[Data items]
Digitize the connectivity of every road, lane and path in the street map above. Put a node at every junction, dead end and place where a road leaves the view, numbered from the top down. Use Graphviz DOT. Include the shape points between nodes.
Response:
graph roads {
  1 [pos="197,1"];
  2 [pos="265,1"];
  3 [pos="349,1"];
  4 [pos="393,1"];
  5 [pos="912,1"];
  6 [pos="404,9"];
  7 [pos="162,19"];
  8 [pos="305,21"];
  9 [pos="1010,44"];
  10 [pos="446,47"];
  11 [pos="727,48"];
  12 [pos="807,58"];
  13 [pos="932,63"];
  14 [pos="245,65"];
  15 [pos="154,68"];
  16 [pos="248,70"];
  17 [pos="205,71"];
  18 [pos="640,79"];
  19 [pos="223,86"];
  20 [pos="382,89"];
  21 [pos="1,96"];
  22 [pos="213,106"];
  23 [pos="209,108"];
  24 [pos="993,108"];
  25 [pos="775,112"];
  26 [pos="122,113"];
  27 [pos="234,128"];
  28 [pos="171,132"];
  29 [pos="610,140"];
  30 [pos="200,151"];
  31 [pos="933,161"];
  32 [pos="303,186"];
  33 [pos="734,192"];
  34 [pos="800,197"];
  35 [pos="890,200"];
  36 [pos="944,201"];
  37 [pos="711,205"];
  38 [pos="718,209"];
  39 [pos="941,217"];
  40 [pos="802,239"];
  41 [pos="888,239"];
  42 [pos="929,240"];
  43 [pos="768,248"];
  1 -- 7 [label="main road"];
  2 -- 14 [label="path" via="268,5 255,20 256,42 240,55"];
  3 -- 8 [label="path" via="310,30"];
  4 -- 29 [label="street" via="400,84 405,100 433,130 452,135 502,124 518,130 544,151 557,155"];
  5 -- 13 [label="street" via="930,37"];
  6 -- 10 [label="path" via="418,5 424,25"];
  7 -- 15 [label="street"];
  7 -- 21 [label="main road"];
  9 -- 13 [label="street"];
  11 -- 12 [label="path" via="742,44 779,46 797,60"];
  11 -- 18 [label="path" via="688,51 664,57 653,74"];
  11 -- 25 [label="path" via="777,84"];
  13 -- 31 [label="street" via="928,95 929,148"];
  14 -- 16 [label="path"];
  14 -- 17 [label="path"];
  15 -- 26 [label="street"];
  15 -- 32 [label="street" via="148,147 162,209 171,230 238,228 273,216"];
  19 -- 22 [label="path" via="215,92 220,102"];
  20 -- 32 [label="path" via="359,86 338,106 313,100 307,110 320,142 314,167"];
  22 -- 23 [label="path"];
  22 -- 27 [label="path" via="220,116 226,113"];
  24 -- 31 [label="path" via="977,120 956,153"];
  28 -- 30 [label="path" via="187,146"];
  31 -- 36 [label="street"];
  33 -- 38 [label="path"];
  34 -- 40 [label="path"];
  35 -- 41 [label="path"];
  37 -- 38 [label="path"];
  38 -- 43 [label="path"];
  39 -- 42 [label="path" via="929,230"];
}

--

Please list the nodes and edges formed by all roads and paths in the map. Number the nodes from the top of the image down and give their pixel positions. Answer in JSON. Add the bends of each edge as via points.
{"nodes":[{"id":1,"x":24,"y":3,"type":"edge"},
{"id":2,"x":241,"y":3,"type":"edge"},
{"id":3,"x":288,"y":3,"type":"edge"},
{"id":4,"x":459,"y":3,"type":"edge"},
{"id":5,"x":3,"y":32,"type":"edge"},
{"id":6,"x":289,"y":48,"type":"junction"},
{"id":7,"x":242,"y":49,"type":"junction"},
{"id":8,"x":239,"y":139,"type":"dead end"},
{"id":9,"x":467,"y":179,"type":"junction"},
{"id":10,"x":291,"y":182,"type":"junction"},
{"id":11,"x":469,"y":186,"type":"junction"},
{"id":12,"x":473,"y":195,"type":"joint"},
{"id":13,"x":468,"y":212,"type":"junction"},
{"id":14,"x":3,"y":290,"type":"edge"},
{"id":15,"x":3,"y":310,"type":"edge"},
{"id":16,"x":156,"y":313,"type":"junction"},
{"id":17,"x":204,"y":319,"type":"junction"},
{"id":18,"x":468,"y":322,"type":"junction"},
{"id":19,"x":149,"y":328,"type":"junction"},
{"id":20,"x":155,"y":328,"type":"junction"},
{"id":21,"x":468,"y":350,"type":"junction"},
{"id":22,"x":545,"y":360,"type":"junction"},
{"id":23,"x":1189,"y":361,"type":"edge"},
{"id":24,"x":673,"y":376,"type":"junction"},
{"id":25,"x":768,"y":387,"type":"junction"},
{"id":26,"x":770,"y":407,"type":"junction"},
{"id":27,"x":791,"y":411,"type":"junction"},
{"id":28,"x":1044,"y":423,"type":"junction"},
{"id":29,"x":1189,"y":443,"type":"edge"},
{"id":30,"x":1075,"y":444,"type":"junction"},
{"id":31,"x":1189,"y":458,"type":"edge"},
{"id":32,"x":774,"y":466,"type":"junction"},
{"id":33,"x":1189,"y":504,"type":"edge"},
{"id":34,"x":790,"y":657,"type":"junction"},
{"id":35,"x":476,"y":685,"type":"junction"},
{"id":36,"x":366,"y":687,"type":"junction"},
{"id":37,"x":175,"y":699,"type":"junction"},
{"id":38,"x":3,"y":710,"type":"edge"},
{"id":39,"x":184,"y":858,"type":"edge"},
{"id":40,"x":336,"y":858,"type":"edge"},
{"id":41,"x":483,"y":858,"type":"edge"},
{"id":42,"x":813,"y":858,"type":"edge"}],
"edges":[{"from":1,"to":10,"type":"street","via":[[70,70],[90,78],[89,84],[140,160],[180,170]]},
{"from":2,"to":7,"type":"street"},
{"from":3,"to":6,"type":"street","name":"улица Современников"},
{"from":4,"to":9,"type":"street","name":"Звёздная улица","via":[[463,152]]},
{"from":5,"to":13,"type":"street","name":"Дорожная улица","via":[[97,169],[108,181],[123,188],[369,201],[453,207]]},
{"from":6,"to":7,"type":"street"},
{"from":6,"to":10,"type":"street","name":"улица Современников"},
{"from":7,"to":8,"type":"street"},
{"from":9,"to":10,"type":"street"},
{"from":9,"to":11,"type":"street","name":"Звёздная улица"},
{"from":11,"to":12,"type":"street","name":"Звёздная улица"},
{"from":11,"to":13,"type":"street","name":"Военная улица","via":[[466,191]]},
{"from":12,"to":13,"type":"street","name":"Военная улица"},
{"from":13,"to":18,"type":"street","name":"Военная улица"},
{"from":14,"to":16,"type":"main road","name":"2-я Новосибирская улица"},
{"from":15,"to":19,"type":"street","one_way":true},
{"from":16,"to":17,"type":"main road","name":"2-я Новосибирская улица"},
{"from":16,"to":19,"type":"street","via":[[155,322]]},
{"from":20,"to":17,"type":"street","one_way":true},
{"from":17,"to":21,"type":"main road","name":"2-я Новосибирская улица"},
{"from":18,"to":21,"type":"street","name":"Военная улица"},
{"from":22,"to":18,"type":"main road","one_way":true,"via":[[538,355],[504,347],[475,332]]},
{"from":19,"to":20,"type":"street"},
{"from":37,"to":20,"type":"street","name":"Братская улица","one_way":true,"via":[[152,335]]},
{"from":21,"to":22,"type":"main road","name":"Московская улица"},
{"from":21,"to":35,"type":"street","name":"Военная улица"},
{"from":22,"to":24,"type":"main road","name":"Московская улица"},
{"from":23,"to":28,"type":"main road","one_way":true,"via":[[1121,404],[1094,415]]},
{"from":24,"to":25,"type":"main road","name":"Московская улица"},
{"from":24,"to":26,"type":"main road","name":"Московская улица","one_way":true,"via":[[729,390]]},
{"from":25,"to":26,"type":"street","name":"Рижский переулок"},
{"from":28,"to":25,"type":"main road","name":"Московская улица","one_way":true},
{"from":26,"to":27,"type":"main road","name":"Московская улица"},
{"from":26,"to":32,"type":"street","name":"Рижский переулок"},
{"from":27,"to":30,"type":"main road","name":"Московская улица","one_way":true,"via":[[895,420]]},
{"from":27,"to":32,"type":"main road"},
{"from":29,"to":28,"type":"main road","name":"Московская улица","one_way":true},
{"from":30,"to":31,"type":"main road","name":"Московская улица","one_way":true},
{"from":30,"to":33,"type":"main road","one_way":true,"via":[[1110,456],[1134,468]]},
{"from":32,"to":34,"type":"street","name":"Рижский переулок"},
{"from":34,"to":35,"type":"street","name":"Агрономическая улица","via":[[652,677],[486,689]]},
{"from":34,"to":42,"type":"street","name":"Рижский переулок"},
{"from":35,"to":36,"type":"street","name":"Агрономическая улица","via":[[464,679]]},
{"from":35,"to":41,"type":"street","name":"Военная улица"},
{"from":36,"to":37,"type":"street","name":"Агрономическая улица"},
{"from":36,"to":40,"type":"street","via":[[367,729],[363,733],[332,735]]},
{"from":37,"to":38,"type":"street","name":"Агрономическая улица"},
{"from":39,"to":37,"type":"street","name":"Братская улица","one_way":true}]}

* * *

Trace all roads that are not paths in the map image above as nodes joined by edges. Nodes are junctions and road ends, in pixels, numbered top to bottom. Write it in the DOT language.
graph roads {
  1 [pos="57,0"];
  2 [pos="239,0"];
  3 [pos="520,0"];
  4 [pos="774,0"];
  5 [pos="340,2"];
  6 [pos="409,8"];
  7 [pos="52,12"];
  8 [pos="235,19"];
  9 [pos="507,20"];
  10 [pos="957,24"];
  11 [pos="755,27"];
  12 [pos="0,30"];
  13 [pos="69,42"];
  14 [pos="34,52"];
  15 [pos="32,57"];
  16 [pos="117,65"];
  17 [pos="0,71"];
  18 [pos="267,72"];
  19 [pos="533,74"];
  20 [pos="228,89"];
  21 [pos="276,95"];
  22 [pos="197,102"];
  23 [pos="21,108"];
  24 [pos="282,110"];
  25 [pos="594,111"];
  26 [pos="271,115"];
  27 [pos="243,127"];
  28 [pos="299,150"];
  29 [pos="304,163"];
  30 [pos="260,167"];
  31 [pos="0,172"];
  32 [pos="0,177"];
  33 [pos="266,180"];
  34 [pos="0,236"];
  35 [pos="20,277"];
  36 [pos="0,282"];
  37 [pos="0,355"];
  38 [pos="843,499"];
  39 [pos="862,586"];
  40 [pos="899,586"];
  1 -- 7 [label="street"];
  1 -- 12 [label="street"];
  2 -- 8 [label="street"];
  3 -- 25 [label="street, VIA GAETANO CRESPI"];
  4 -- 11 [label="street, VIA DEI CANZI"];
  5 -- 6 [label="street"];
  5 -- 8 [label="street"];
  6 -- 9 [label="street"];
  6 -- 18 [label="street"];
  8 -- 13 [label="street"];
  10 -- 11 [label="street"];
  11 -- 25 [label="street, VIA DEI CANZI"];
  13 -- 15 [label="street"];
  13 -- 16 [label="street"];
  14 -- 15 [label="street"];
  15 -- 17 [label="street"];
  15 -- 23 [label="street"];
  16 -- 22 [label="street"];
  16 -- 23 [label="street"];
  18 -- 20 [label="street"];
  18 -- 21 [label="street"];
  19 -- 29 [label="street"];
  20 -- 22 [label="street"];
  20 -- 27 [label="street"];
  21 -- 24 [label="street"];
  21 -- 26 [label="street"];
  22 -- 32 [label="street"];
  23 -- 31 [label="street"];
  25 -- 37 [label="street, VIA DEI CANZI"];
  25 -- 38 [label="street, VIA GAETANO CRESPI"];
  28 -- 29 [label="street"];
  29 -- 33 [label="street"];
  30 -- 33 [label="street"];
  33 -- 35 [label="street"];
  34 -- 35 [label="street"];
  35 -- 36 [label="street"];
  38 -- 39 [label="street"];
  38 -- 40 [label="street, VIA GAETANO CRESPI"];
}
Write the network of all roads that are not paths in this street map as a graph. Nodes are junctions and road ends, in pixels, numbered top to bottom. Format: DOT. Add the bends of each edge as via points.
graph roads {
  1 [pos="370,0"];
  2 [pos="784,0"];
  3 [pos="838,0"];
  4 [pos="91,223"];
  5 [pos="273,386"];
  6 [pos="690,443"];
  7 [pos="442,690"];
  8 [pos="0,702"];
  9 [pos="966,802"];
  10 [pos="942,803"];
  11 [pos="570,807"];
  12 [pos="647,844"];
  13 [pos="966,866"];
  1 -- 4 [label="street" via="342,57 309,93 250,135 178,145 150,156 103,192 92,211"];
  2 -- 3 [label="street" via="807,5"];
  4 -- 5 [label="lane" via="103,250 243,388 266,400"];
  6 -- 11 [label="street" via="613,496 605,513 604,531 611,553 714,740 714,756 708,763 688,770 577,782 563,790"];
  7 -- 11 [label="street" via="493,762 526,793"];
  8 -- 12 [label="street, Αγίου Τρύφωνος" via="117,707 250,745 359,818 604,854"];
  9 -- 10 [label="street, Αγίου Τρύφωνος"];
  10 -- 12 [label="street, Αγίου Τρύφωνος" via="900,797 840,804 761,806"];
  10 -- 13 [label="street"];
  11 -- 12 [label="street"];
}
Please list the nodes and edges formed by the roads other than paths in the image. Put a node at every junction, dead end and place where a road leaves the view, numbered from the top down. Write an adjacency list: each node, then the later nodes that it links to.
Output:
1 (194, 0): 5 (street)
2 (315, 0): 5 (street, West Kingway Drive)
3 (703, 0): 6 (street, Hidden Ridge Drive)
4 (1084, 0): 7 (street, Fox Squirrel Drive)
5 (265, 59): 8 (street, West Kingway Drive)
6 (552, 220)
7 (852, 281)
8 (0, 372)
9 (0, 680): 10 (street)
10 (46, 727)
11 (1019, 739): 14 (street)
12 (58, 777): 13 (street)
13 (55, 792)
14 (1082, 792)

→ Brief
Your task is to collect every line above that contains the word "leaves".

→ Finished task
Digitize the connectivity of every road, lane and path in the street map above. Put a node at every junction, dead end and place where a road leaves the view, numbered from the top down. Use Graphviz DOT. Include the shape points between nodes.
Please list the nodes and edges formed by the roads other than paths in the image. Put a node at every junction, dead end and place where a road leaves the view, numbered from the top down. Write an adjacency list: each node, then the later nodes that it links to.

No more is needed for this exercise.